The minimum wage for tipped employees is much lower than the “normal” minimum wage.
The kitchen staff aren’t tipped employees, and are subject to the usual market forces for hourly wages.
Oh, man! If only it was that easy!
Only very rarely are restaurant projects funded by independently wealthy investors that don’t care about return on investment. The “owner” typically owns the restaurant in the same way you might “own” your house–as long as you keep making the mortgage payments.
Obviously the owner doesn’t have the power to arbitrarily pay whatever they choose. It has to make economic sense, meaning it doesn’t put the business under and the bankers and investors are happy. Restaurants are volatile, risky investments, and they have to return a reasonable profit to whoever provided the investment capital or they never come into existence to begin with.
You can’t woo investors with a pitch like “We’re going to only return 3% of your investment annually because we need to be generous to our kitchen staff!”. They’ll just put their money in a Money Market account instead, and the project is never funded. The same dynamic exists with the big chains.
I agree in principle. This is the reality of how the restaurant industry works. I can’t change it as an individual, but I do want it to be different.
I agree with the “living wage” argument if the business actually requires employing people that need a living wage (teens, for example, usually don’t need one and don’t offer enough skill to be worth paying highly).
In theory I’d love to pay everyone extravagantly. If you want to run a restaurant today, you have to work within the existing market reality. I’m all for change.
BTW, I didn’t say the servers are screwing the kitchen staff. I did suggest that restaurants that don’t care about this problem are screwing the kitchen staff.
Yes, I know that. I think you’re saying that the employer should make up the difference with respect to the untipped employees so that their wages are equivalent to the wages of the tipped employees. I thought you were saying the employer should (as opposed to must) make up the difference between the tipped employee’s lower minimum wage and the higher standard minimum wage if the tips fall short of the higher standard minimum wage.

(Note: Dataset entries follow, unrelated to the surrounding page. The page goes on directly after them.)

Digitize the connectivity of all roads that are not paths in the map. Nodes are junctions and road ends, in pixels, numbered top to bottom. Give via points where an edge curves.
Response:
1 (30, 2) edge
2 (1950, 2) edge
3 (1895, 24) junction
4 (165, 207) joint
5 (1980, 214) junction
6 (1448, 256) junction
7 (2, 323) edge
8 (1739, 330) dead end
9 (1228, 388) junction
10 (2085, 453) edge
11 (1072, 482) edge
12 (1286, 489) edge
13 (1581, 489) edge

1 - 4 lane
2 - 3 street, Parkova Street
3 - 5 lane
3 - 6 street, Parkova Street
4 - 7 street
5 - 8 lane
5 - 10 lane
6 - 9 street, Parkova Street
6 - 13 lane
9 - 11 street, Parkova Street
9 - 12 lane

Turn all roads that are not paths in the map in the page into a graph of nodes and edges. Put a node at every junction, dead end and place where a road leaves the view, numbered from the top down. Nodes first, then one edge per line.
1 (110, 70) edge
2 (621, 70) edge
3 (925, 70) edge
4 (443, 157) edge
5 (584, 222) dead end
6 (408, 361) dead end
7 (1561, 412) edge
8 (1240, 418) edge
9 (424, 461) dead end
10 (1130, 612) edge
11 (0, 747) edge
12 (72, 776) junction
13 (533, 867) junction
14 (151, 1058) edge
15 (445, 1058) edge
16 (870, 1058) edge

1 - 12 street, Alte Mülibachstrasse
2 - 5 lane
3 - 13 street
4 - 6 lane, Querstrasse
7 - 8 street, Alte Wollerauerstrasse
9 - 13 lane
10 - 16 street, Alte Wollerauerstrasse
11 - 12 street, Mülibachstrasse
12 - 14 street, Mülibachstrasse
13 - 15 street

I agree that the competition for tips within a restaurant is a problem, and in the 21st century United States, tipping as a practice is anachronistic and employers should just pay everyone a minimum wage. This, of course, will require a revolution in thought among the tipped employee labor force, which has grown up on the tipping model.
There really shouldn’t be categories of jobs exempt from minimum wage, there is a reason to have a minimum.
Ideally, minimum wage would be a livable base wage for the area one is working in.
Higher wages (read: living wages) in Europe for waitstaff and kitchen staff is the norm rather than the exception. Thus, they enjoy much longer retention. And therefore every employee has a deeper knowledge of the menu, the quirks, the kitchen and everything about the place, and can pinch hit other roles more easily, as needed. It adds up to a healthier restaurant.
Staff retention has a direct, calculable economic value. Consider the time and money spent advertising for, interviewing, hiring, and training staff. Consider the time spent dealing with scheduling and subs for call-ins. Retention is a hugely underestimated contributor to the bottom line. Americans haven’t realized it yet.
I’ve heard tipping isn’t a significant part of the restaurant culture in Europe. Instead, the full cost of the meal is built into the base price.
It would be great if we could achieve that here.
Yes, service compris. I think the Swiss came up with that first, ages ago.
You only have to pay the exact sum on the bill.
Social convention1) is that in a restaurant you
- leave a small tip when everything was reasonable okay, usually by rounding up
- leave a tip somewhere in the 5% - 10% range if you’re really satisfied
- leave larger tips when you want to show off
In places like fast food diners it’s usually just the rounding up thing, if any.
1) Values/conventions for Krautistan. There are local variations all over the continent, but basically that’s it.
Always appreciated by the staff beside tips: not behaving like a dick.
Australia is similar - possibly slightly more generous, but tipping is limited to restaraunts, taxis (not expected, but rounding up normal) and the pizza delivery guy (I’ve had shitty student jobs too).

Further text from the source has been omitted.